→ WHAT TO WORK ON: Repeat every entry word for word, skipping the pictures.

→ Stored data entries:
++++++++
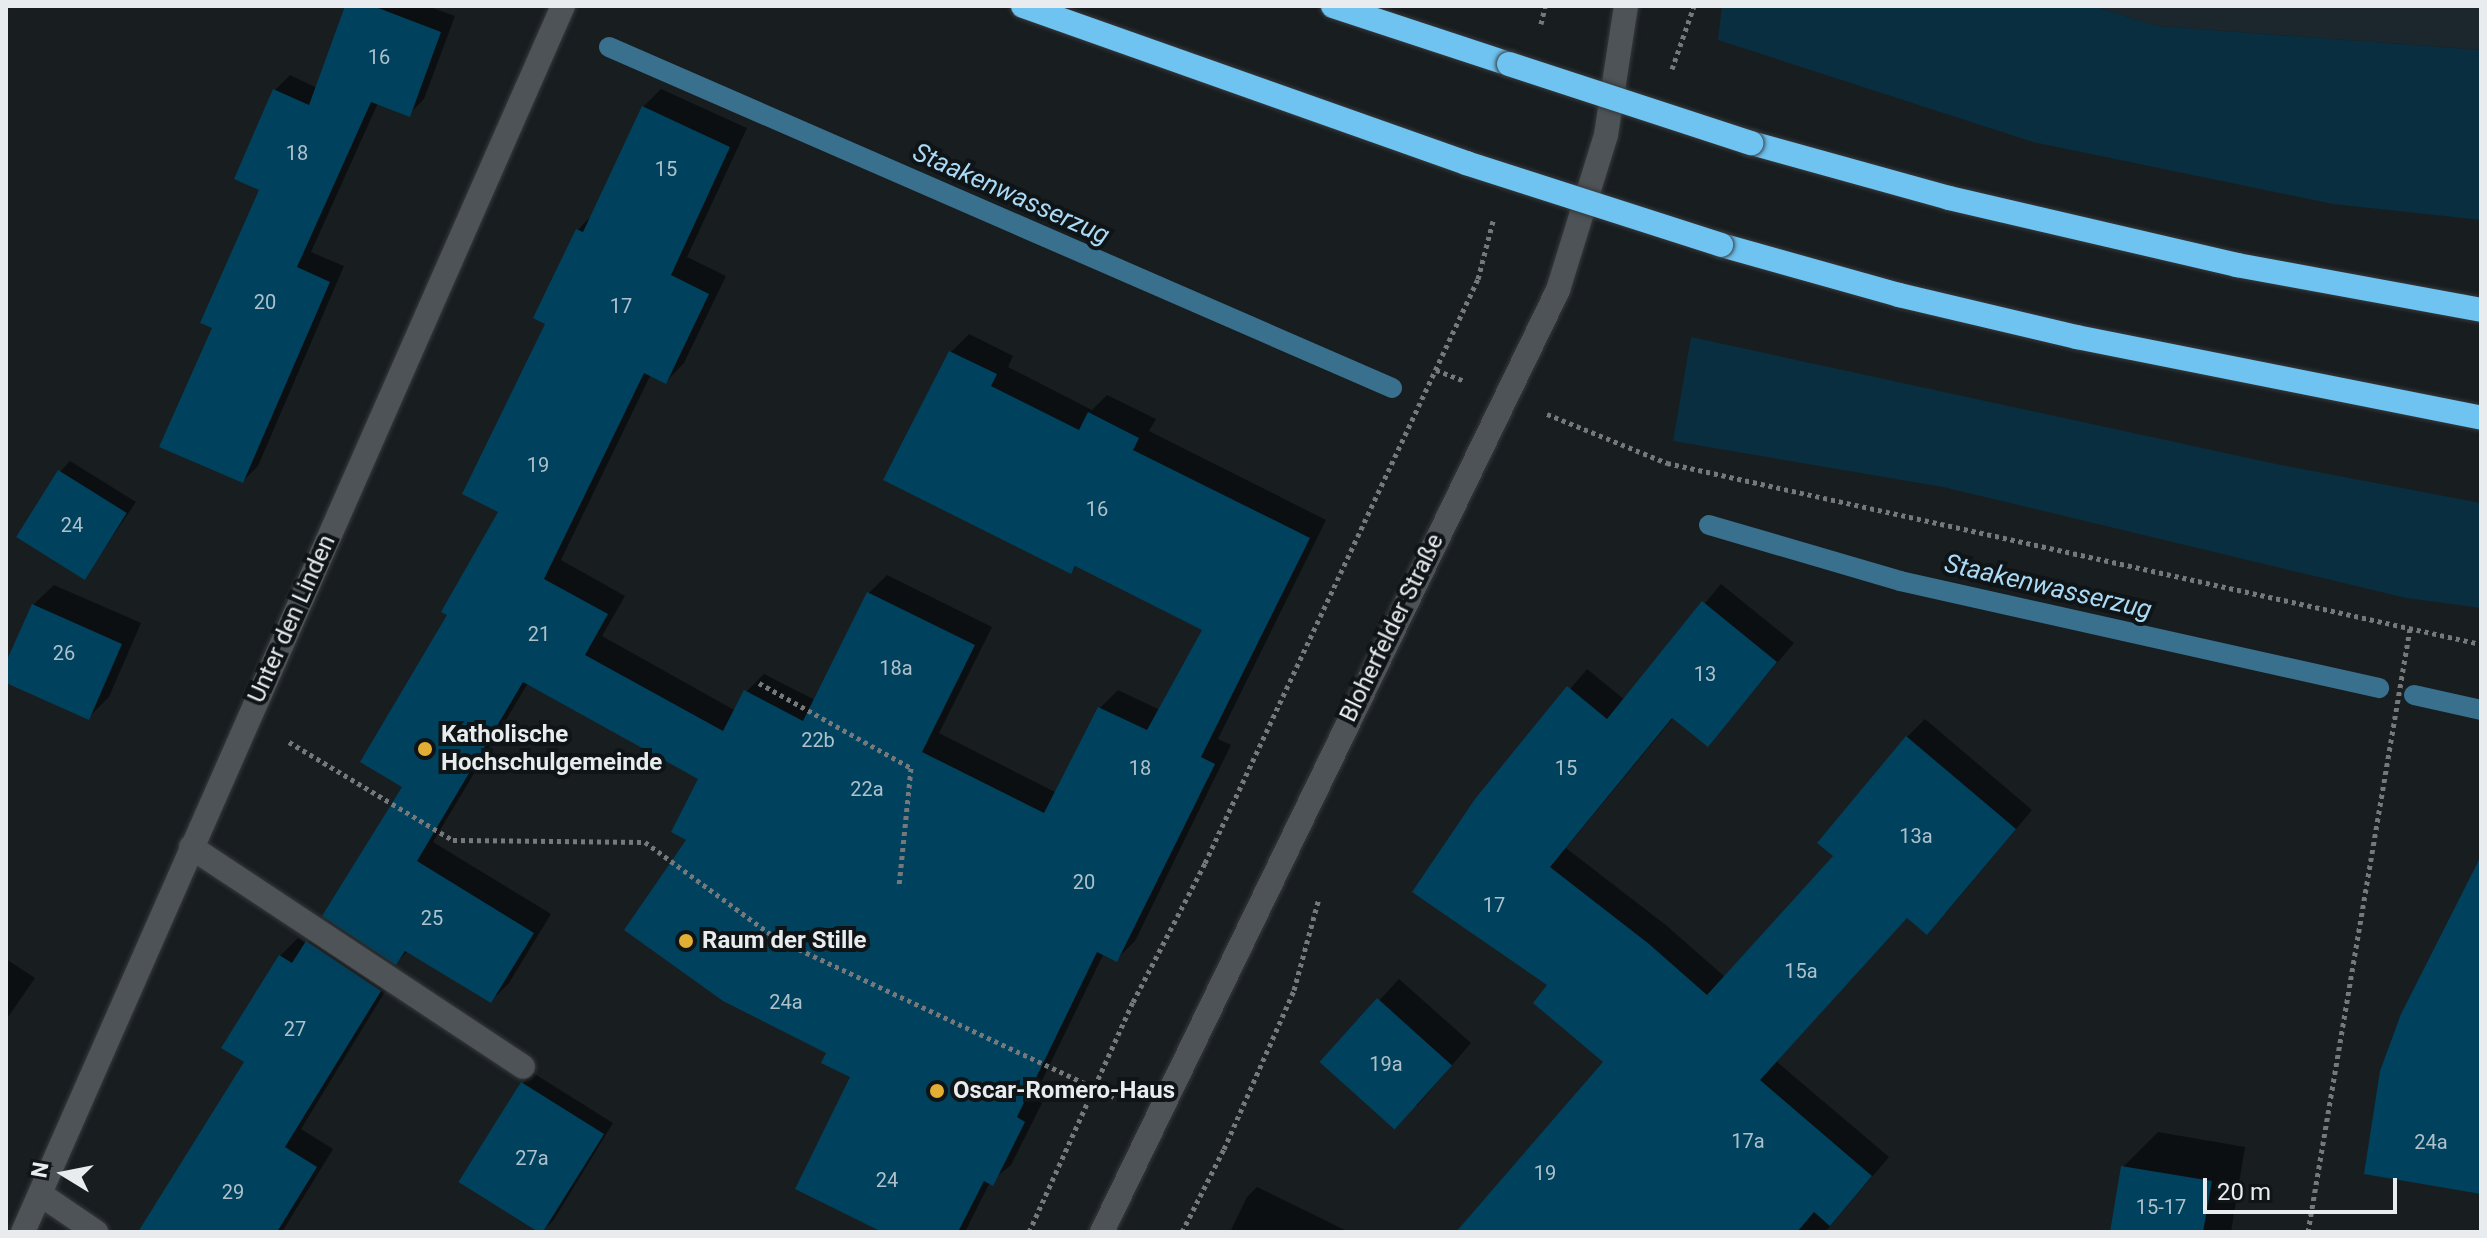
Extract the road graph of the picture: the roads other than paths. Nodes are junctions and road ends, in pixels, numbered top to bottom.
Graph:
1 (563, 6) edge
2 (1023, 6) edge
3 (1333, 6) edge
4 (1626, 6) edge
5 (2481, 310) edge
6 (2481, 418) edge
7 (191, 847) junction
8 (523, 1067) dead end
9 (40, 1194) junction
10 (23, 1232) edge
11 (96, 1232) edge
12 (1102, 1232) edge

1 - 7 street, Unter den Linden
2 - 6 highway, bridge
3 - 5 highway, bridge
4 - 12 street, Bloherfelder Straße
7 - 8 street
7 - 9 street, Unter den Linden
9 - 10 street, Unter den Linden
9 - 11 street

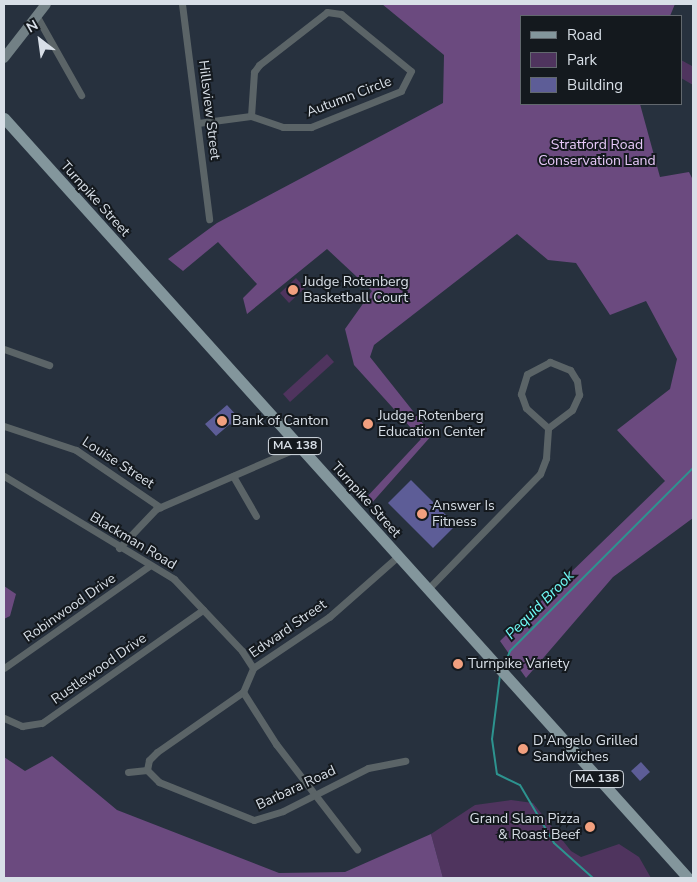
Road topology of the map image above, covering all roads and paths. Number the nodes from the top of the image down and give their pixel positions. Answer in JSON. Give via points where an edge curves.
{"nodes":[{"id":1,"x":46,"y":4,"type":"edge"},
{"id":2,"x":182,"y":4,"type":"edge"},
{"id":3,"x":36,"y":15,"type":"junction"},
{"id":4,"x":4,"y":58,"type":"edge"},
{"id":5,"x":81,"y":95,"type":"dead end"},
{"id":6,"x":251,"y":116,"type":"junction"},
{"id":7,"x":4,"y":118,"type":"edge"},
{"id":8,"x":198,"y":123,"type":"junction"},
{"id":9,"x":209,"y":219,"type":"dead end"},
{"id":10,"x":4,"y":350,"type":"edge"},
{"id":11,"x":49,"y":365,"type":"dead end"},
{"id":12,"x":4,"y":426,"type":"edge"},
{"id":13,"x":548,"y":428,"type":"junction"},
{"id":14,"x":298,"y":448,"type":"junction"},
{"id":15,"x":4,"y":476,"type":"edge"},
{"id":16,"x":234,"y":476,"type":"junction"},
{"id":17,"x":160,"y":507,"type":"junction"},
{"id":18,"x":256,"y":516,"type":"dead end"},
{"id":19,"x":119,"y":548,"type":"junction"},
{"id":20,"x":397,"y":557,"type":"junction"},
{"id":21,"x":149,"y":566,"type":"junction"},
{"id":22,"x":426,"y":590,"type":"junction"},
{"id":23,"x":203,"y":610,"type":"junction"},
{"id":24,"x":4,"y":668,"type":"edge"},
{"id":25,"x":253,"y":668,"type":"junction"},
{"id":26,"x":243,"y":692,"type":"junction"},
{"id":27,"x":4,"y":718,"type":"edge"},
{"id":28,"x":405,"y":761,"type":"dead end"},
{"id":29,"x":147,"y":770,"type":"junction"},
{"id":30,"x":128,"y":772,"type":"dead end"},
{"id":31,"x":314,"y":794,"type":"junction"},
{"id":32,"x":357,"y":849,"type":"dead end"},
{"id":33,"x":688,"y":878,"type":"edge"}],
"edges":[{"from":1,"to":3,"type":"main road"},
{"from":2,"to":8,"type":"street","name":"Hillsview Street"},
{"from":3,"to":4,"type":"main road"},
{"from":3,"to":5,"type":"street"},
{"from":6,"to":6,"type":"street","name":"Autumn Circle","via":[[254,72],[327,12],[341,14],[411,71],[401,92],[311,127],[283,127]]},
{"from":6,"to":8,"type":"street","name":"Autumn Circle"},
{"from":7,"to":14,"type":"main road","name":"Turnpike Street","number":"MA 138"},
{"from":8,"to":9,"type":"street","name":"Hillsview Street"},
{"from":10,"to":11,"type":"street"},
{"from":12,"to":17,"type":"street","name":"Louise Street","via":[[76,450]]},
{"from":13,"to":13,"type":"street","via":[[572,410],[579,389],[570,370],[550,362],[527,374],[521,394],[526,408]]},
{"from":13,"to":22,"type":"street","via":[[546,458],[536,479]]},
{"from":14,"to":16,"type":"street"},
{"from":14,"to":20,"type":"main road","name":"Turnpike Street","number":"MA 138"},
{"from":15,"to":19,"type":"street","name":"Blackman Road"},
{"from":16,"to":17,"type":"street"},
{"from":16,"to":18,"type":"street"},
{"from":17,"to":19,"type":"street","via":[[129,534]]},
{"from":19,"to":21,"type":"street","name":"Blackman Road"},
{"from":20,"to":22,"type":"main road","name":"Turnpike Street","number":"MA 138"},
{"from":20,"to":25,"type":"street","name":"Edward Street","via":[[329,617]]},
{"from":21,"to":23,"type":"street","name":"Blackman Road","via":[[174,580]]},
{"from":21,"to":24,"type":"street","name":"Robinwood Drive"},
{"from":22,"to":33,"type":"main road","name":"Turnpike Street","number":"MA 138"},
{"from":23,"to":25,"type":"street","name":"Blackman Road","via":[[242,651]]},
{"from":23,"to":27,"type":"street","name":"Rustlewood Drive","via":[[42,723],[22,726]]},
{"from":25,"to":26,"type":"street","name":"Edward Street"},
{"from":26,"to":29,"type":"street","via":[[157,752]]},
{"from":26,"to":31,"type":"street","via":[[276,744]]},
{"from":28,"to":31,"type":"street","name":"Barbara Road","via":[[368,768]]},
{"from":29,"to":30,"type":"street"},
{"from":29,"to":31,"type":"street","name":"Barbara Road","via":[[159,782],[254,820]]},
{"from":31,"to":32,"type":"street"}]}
++++++++
→ ANSWER TO THIS EXERCISE:
Extract the road graph of the picture: the roads other than paths. Nodes are junctions and road ends, in pixels, numbered top to bottom.
Graph:
1 (563, 6) edge
2 (1023, 6) edge
3 (1333, 6) edge
4 (1626, 6) edge
5 (2481, 310) edge
6 (2481, 418) edge
7 (191, 847) junction
8 (523, 1067) dead end
9 (40, 1194) junction
10 (23, 1232) edge
11 (96, 1232) edge
12 (1102, 1232) edge

1 - 7 street, Unter den Linden
2 - 6 highway, bridge
3 - 5 highway, bridge
4 - 12 street, Bloherfelder Straße
7 - 8 street
7 - 9 street, Unter den Linden
9 - 10 street, Unter den Linden
9 - 11 street

Road topology of the map image above, covering all roads and paths. Number the nodes from the top of the image down and give their pixel positions. Answer in JSON. Give via points where an edge curves.
{"nodes":[{"id":1,"x":46,"y":4,"type":"edge"},
{"id":2,"x":182,"y":4,"type":"edge"},
{"id":3,"x":36,"y":15,"type":"junction"},
{"id":4,"x":4,"y":58,"type":"edge"},
{"id":5,"x":81,"y":95,"type":"dead end"},
{"id":6,"x":251,"y":116,"type":"junction"},
{"id":7,"x":4,"y":118,"type":"edge"},
{"id":8,"x":198,"y":123,"type":"junction"},
{"id":9,"x":209,"y":219,"type":"dead end"},
{"id":10,"x":4,"y":350,"type":"edge"},
{"id":11,"x":49,"y":365,"type":"dead end"},
{"id":12,"x":4,"y":426,"type":"edge"},
{"id":13,"x":548,"y":428,"type":"junction"},
{"id":14,"x":298,"y":448,"type":"junction"},
{"id":15,"x":4,"y":476,"type":"edge"},
{"id":16,"x":234,"y":476,"type":"junction"},
{"id":17,"x":160,"y":507,"type":"junction"},
{"id":18,"x":256,"y":516,"type":"dead end"},
{"id":19,"x":119,"y":548,"type":"junction"},
{"id":20,"x":397,"y":557,"type":"junction"},
{"id":21,"x":149,"y":566,"type":"junction"},
{"id":22,"x":426,"y":590,"type":"junction"},
{"id":23,"x":203,"y":610,"type":"junction"},
{"id":24,"x":4,"y":668,"type":"edge"},
{"id":25,"x":253,"y":668,"type":"junction"},
{"id":26,"x":243,"y":692,"type":"junction"},
{"id":27,"x":4,"y":718,"type":"edge"},
{"id":28,"x":405,"y":761,"type":"dead end"},
{"id":29,"x":147,"y":770,"type":"junction"},
{"id":30,"x":128,"y":772,"type":"dead end"},
{"id":31,"x":314,"y":794,"type":"junction"},
{"id":32,"x":357,"y":849,"type":"dead end"},
{"id":33,"x":688,"y":878,"type":"edge"}],
"edges":[{"from":1,"to":3,"type":"main road"},
{"from":2,"to":8,"type":"street","name":"Hillsview Street"},
{"from":3,"to":4,"type":"main road"},
{"from":3,"to":5,"type":"street"},
{"from":6,"to":6,"type":"street","name":"Autumn Circle","via":[[254,72],[327,12],[341,14],[411,71],[401,92],[311,127],[283,127]]},
{"from":6,"to":8,"type":"street","name":"Autumn Circle"},
{"from":7,"to":14,"type":"main road","name":"Turnpike Street","number":"MA 138"},
{"from":8,"to":9,"type":"street","name":"Hillsview Street"},
{"from":10,"to":11,"type":"street"},
{"from":12,"to":17,"type":"street","name":"Louise Street","via":[[76,450]]},
{"from":13,"to":13,"type":"street","via":[[572,410],[579,389],[570,370],[550,362],[527,374],[521,394],[526,408]]},
{"from":13,"to":22,"type":"street","via":[[546,458],[536,479]]},
{"from":14,"to":16,"type":"street"},
{"from":14,"to":20,"type":"main road","name":"Turnpike Street","number":"MA 138"},
{"from":15,"to":19,"type":"street","name":"Blackman Road"},
{"from":16,"to":17,"type":"street"},
{"from":16,"to":18,"type":"street"},
{"from":17,"to":19,"type":"street","via":[[129,534]]},
{"from":19,"to":21,"type":"street","name":"Blackman Road"},
{"from":20,"to":22,"type":"main road","name":"Turnpike Street","number":"MA 138"},
{"from":20,"to":25,"type":"street","name":"Edward Street","via":[[329,617]]},
{"from":21,"to":23,"type":"street","name":"Blackman Road","via":[[174,580]]},
{"from":21,"to":24,"type":"street","name":"Robinwood Drive"},
{"from":22,"to":33,"type":"main road","name":"Turnpike Street","number":"MA 138"},
{"from":23,"to":25,"type":"street","name":"Blackman Road","via":[[242,651]]},
{"from":23,"to":27,"type":"street","name":"Rustlewood Drive","via":[[42,723],[22,726]]},
{"from":25,"to":26,"type":"street","name":"Edward Street"},
{"from":26,"to":29,"type":"street","via":[[157,752]]},
{"from":26,"to":31,"type":"street","via":[[276,744]]},
{"from":28,"to":31,"type":"street","name":"Barbara Road","via":[[368,768]]},
{"from":29,"to":30,"type":"street"},
{"from":29,"to":31,"type":"street","name":"Barbara Road","via":[[159,782],[254,820]]},
{"from":31,"to":32,"type":"street"}]}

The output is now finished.